Correct Answer is ["A","C","E"]
Explanation
Choice A rationale
Checking the expiration date with a second nurse is a critical safety measure, ensuring proper identification and viability of the blood product. This dual verification mitigates the risk of administering expired or incorrect blood, which could lead to severe immunological reactions such as acute hemolytic transfusion reactions due to complement activation and antigen-antibody complex formation. This adherence to protocol aligns with best practices for patient safety.
Choice B rationale
Priming blood tubing with dextrose 5% in water is contraindicated because dextrose solutions are hypotonic and can cause hemolysis of red blood cells. The osmotic gradient draws water into the erythrocytes, leading to cell lysis and the release of hemoglobin, which can result in renal damage and hyperkalemia. Normal saline (0.9% sodium chloride) is isotonic and is the only solution compatible for priming blood transfusion sets to maintain red blood cell integrity.
Choice C rationale
Inserting an IV with a 20-gauge or larger needle (e.g., 18-gauge) is recommended for blood transfusions. This larger bore minimizes shear stress on red blood cells during infusion, reducing the risk of hemolysis. Smaller gauges can cause mechanical trauma to the fragile erythrocytes as they pass through, potentially leading to the release of intracellular contents and adverse patient reactions.
Choice D rationale
Transfusing a blood product within 4 hours, not 5 hours, after removing it from refrigeration is the standard guideline.
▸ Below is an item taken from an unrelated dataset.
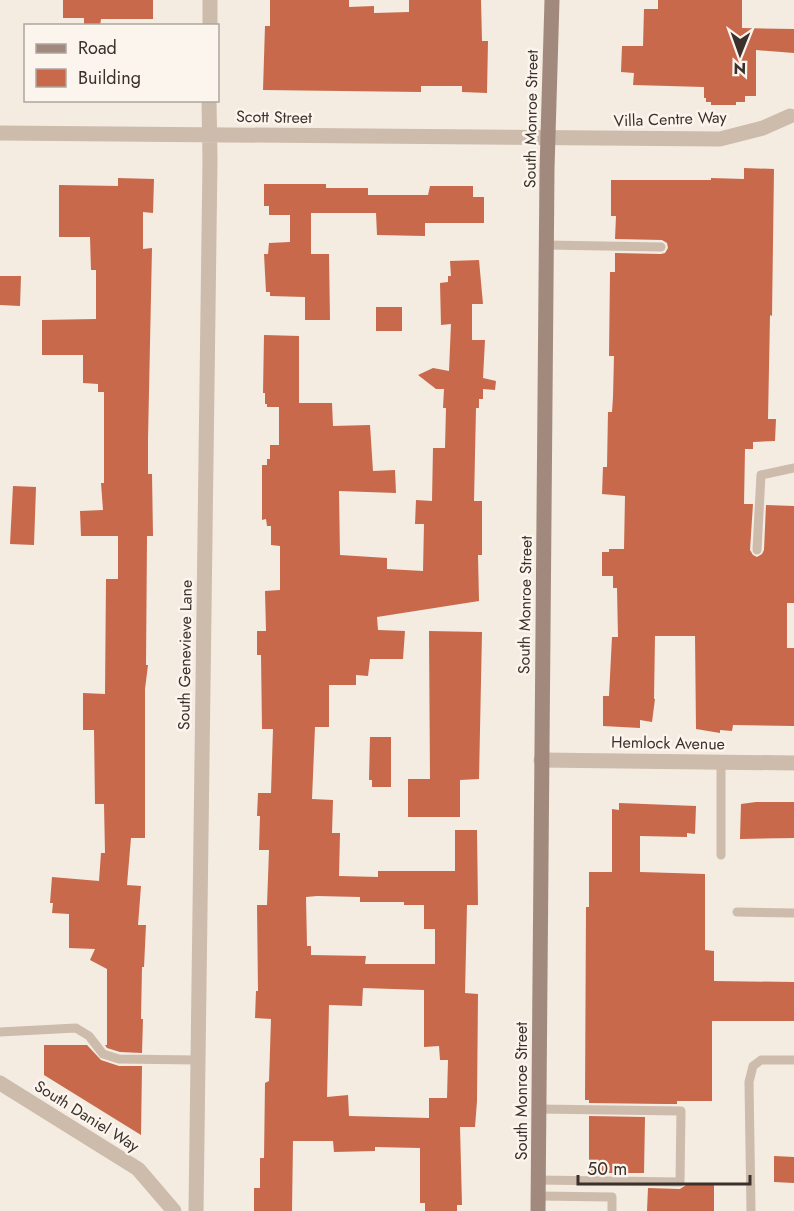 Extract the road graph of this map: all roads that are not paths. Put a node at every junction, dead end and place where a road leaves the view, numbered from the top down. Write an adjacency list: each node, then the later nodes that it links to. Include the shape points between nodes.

Exceeding this timeframe increases the risk of bacterial proliferation within the blood product, as temperatures rise above refrigeration levels. This can lead to severe febrile non-hemolytic transfusion reactions or even septic shock, compromising patient safety and treatment efficacy.
Choice E rationale
Checking vital signs before transfusion establishes a baseline for the client's physiological status. This baseline is essential for detecting early signs of transfusion reactions, such as fever, chills, or changes in blood pressure. Significant deviations from baseline vital signs during or after the transfusion indicate a potential adverse event, necessitating immediate intervention to ensure patient safety.